The first thing I noticed about this poem was the different perspective it seemed to give me while I was reading. It was like being transported into the insect world, except it seemed to feel like I was smaller than even an ant, and the ant would be the equivalent of a horse, with its ground-shuddering hooves. The grass submissively bows to every force, the butterflies dragon down to flowers, the earthworm huddles, the dung beetle bores, the robin reworks the ground. These personifications greatly enhance the perspective, making the creatures and their actions seem larger, and some of the words gave me an anxious feeling, like something big had just happened, or would happen soon.

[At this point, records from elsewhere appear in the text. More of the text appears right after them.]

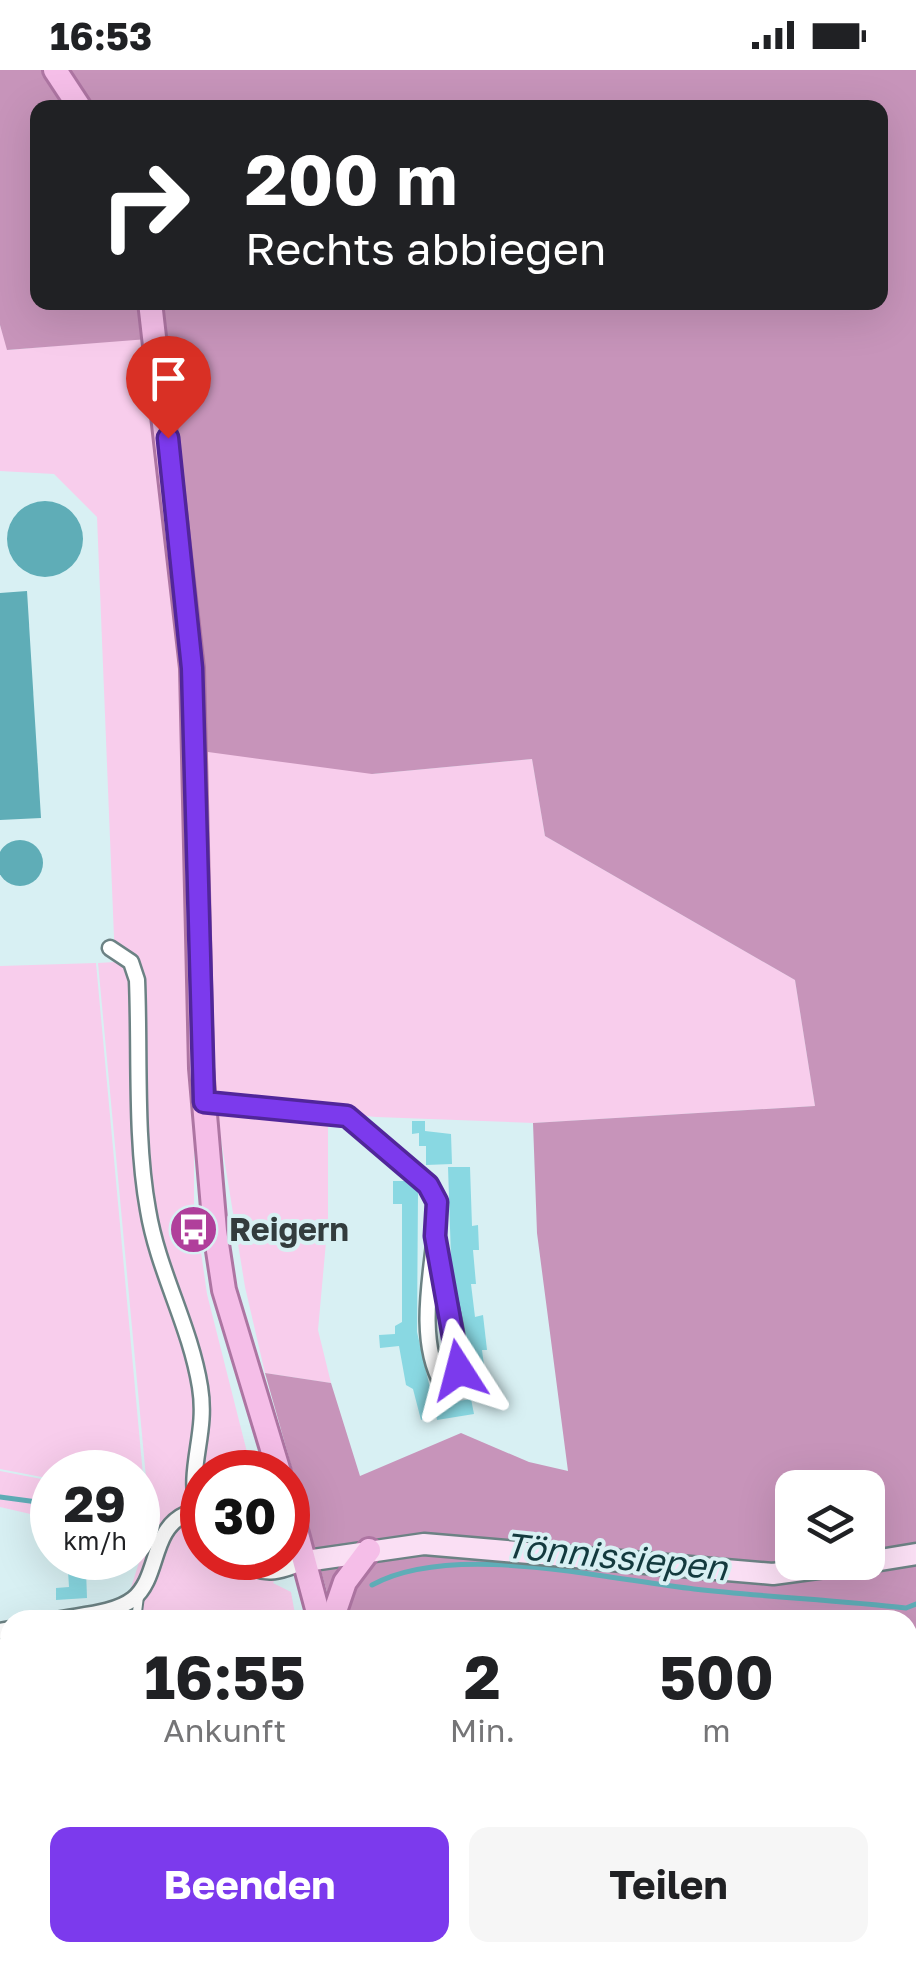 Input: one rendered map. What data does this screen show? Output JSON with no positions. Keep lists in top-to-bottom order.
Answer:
{
  "water": ["Tönnissiepen"],
  "places": {
    "bus stop": ["Reigern"]
  },
  "page": {
    "status": "16:53",
    "turn": ["200 m", "Rechts abbiegen"],
    "speed": "29 km/h",
    "limit": "30",
    "eta": [
      "16:55",
      "Ankunft",
      "2",
      "Min.",
      "500",
      "m"
    ],
    "buttons": ["Beenden", "Teilen"]
  }
} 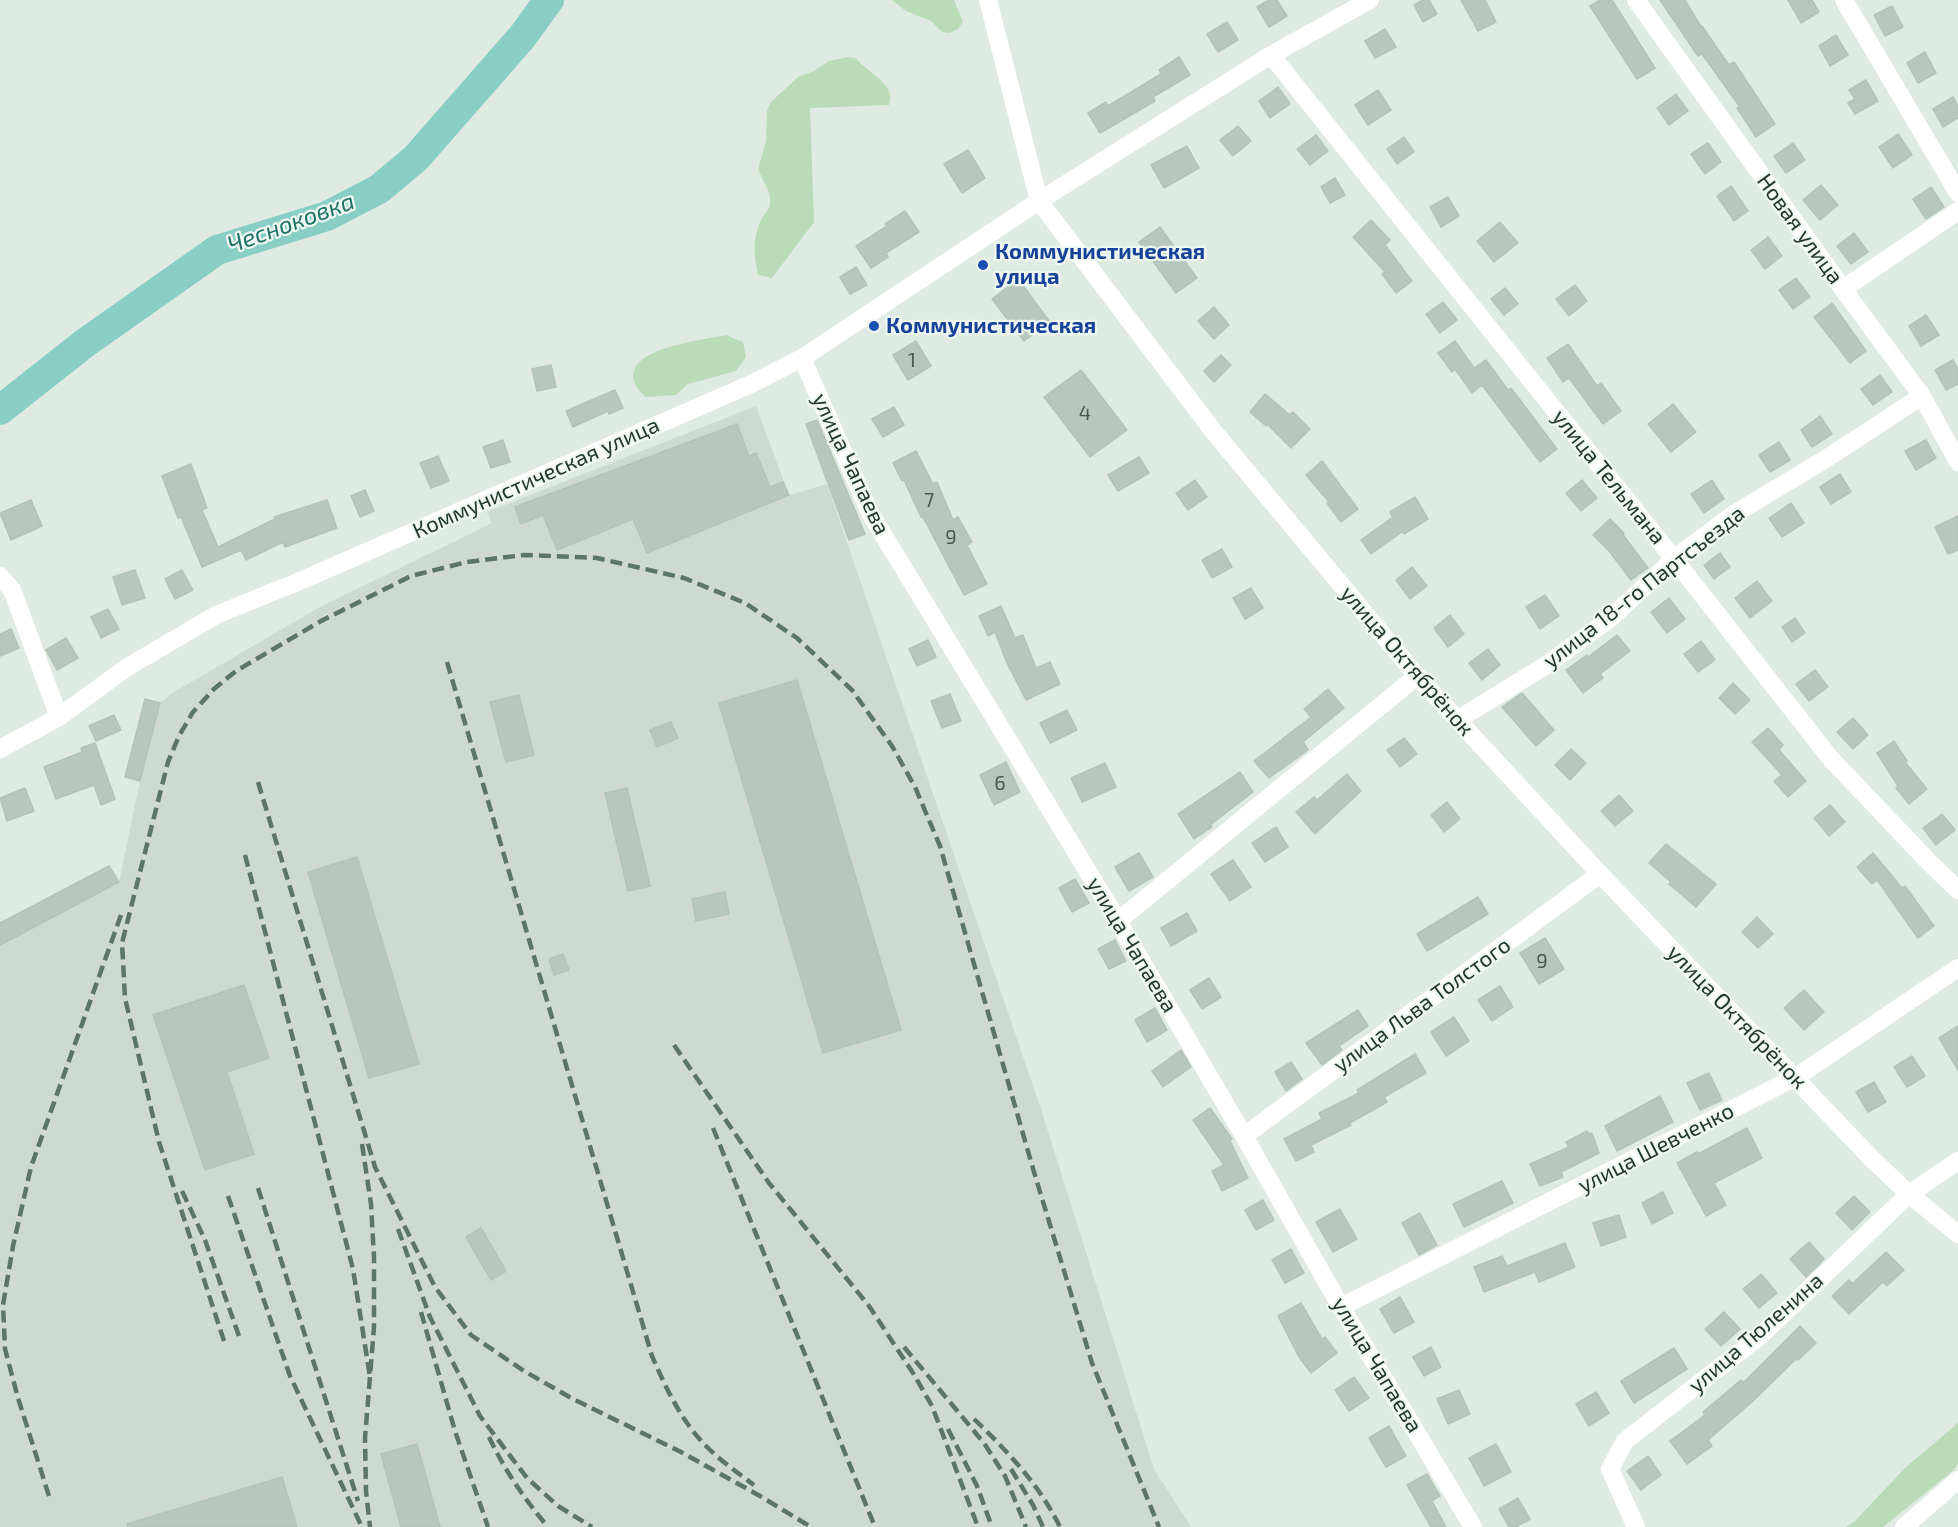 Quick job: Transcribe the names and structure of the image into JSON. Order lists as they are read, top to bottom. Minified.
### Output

"Inside the basements of the world, the clear-out's begun...." The first two stanzas simply gave perspective, but this line transitions the poem from an innocent, fantastical world to the true apocalypse. And all of this happens so suddenly, in about four lines, so it caught me off guard the first time I read through this. In fact, I didn't even notice the line, "Bright bandages of fog starting to comfort the aftermath," until the second time I read through, probably because I was so distracted by the four horses on the black horizon. But this line changed the whole purpose of the poem for me.

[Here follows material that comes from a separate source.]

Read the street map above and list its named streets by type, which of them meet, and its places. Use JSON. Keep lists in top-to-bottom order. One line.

I had just assumed the poem was about the devastating destruction of a tiny world and how all life was wiped out, but this line hints at a less fateful conclusion. To me, the simple fact that there was anything left to "comfort" was a sign of hope. Which led me to wonder if the purpose of the poem was not to bemoan the end of helpless creatures by an overwhelming force, but to show that there could be restoration, even after a tragic event that should have swept away all life. I would certainly like to believe that this poem, unlike most of our other readings, was not just about loss and death, but that it was about the fact that sometimes devastation can mean renewal and hope.